Sighs of Knowing not Knowing

May 18, 2017

Sighs of Knowing not Knowing #thirdculturekid

Whenever people would ask me where I was from, the dreaded “sigh, here we go again” would enter my mind. It was never an easy one-liner-answer-and-move-on-to-the-next-question kind of reply, it always started with

Person: “Where are you from?” Me: “I’m from Manila”

*Person stares at me weirdly, as if thinking “How??”*

Actually, that happened to me one time. Someone asked me HOW I was Filipino.

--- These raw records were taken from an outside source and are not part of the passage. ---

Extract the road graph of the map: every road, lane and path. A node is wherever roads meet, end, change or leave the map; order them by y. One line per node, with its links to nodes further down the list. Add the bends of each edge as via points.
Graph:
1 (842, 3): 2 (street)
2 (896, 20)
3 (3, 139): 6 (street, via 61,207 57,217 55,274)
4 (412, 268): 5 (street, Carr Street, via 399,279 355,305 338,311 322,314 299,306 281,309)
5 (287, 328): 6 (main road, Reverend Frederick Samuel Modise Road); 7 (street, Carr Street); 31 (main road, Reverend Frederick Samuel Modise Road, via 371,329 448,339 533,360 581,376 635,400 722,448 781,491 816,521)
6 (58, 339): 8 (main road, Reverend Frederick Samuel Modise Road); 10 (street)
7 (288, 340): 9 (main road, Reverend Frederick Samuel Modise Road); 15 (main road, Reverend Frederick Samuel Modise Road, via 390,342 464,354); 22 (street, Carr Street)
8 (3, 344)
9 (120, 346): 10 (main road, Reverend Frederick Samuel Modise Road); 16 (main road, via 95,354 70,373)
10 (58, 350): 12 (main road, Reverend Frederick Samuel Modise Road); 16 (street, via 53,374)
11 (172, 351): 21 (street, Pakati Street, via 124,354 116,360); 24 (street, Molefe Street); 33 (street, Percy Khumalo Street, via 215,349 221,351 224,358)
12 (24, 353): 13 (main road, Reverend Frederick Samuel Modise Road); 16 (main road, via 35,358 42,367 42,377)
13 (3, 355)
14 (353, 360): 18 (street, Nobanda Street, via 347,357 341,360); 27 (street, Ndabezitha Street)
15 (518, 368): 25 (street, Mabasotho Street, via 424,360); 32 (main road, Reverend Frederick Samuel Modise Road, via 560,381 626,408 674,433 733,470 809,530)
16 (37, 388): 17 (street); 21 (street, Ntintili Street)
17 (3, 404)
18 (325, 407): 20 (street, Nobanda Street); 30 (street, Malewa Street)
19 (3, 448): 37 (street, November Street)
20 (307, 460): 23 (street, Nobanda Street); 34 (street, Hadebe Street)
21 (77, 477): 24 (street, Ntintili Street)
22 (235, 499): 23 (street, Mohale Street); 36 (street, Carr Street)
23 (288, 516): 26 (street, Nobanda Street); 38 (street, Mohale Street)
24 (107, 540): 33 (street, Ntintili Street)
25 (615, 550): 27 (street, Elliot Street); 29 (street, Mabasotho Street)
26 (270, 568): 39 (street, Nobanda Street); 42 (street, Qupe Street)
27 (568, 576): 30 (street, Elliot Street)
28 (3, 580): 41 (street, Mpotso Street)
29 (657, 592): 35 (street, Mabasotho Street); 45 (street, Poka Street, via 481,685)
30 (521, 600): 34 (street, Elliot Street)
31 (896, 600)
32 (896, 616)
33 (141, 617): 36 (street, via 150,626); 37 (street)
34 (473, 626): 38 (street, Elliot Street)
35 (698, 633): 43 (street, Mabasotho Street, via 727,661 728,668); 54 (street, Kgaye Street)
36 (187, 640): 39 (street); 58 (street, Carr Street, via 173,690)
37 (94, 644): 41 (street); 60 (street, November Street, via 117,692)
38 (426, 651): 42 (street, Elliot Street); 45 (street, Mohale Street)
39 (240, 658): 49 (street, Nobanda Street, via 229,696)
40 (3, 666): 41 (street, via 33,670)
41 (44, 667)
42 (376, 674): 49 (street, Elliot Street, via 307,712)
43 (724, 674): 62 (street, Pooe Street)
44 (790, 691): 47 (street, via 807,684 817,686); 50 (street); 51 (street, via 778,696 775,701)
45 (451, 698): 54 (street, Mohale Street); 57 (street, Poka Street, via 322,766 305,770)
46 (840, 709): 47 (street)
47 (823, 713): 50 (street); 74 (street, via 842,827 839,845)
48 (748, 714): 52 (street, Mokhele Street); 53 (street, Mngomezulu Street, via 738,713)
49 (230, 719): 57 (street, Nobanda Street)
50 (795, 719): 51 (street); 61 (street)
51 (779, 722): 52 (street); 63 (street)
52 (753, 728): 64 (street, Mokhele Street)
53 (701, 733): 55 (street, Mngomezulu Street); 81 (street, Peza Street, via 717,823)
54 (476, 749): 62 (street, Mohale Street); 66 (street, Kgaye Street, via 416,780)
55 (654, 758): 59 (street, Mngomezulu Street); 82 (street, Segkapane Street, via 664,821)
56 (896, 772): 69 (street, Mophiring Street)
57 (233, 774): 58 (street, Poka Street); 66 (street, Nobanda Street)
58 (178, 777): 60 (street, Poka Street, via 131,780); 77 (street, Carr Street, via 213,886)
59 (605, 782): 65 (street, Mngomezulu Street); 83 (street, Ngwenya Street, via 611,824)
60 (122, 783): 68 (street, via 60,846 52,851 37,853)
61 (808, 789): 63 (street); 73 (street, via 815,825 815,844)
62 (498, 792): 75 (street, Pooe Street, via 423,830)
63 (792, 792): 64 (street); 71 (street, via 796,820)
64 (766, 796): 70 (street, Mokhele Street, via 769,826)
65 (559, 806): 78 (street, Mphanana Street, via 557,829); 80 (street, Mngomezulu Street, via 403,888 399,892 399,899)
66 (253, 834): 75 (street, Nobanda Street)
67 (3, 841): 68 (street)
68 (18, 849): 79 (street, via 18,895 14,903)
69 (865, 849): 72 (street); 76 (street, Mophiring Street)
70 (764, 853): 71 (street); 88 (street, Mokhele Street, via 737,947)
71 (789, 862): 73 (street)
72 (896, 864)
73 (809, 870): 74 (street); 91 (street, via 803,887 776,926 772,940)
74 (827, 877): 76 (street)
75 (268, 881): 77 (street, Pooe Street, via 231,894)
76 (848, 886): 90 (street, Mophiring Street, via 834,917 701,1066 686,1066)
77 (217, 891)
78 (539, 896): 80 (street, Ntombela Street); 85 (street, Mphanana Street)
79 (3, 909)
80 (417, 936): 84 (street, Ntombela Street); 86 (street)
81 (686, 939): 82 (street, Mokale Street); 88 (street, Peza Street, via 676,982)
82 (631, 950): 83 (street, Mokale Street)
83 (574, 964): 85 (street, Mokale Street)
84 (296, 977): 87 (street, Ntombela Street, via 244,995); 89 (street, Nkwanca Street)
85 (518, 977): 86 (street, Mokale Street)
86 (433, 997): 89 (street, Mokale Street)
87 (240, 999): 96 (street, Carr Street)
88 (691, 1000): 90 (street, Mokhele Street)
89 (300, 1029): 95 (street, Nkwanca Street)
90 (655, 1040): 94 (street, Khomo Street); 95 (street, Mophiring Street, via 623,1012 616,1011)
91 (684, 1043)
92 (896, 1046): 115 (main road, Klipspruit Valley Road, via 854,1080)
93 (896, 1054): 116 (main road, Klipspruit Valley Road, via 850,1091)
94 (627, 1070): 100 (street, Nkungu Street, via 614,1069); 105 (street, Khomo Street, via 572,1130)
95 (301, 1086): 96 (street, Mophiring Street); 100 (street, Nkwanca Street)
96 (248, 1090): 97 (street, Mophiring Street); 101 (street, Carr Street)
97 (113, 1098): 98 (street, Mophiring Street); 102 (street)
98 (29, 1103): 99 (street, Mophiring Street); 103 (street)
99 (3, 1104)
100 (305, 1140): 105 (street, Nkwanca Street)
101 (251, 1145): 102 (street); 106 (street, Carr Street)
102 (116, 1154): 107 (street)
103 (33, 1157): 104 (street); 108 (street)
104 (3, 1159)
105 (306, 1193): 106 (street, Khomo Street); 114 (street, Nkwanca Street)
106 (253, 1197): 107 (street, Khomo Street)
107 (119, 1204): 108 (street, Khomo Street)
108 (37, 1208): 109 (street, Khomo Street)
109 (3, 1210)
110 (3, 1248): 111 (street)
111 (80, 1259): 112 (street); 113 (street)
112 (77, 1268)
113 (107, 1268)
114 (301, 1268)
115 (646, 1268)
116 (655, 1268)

They were referring to my chinky eyes, that were seemingly not Filipino. Understandable.

 

Me: “I’m half-Chinese, half-Filipino”

Person: “Ohhhh, okay. But your English is so good! Did you study in Canada?”

 

Me: “No, but I moved to Hong Kong, and it’s quite international so I believe I picked it up from there.”

 

It seemed like an interesting situation, except since it happened every. single. time…it would make you want to print out one of those cards and just hand it to people upon meeting.

 

Fellow TCK would understand this common scenario. The trouble would be more so when you travel together, TCK’s from literally all parts of the world.

 

I went to Bali one time, and of course, being a friendly Asian tourist spot, the locals would always, always ask us where we’re from - cab driver from the airport to waiters.

 

In the beginning, we all voiced out where we were from “Hong Kong” “Singapore” “Indonesia” “Malaysia” “London” “California”. Told you, all parts of the world, almost.

 

Eventually, we all got sick of it and someone would just respond with “Everywhere, we’re from everywhere.”

 

Being with TCK’s is always an adventure. The conversations never end, because each one has something interesting to share, from culture, food, politics, everything and anything.

 

Probably that’s where I got my mixed accent, which changes often, depending on who I talk to. It’s as if I slowly pick up the accent of whoever I talk to all the time.

 

Thus, it could be quite confusing, trust me. I would be out with my friends, then my mother would call me, and poof, as if there’s a button that automatically switches the language and tone of voice. Once the call ends, poof, back to my other accent.

 

It’s a struggle whenever I travel (since I constantly hop from Manila to Hong Kong). There’s always this “adjustment period” (my friends know this) that happens. I always get the side of the escalator wrong, the position of the driver’s seat, name of the trains (It’s called MRT in Manila and MTR in Hong Kong), as if I have no sense of direction.

 

The constant hopping from one place to another messes, not only with your directions but also your connections.

 

It’s difficult for me, personally, to click with local Hong Kongers. Rarely have I built a connection with a local, except if he, too, is a TCK. It’s just so different with locals. Don’t get me wrong, they’re nice people, but I’ve never built a strong bond with a local local before.

 

My personal dictionary:

Local Local = a super local Hong Konger that has lived in Hong Kong all his life, proficiency in English is not so great

 

International Local = a local Hong Konger but studied abroad - London, US and Canada (top 3)

 

You would be able to see the difference in Hong Kong Island side and Kowloon side. Hong Kong Island side is more of an International Local hub while Kowloon side if more of a Local Local spot.

 

(For those who aren’t familiar, here is a diagram) I tried clubbing in Kowloon side before, in this place called “Why Club” and after my experience, I asked myself the same question.

 

“WHY. Why did I do this” It felt so foreign, from the way people looked, to the way people danced, to the type of music, and the tables in the club - they had dice games (very Asian). It was so different from my clubbing experiences in the Island side.

 

On the Island side, it’s the typical scenario, dancing, Top 40 hits playing (normally I wouldn’t approve but after my experience from the other side, I would gladly settle), just drinks and all fun.

 

All fun until your TCK friends have to leave again, which is the downside. By the time you’ve built a strong bond with them (which often happens in a short span of time), your TCK friends have to hop to another place.

 

(I know I can’t be a hypocrite about it but that’s just the sad truth) But no matter what, Warning: Cliche incoming. I truly know these people are the ones that I can always count on.

Except when they’re mid-air traveling from one place to another.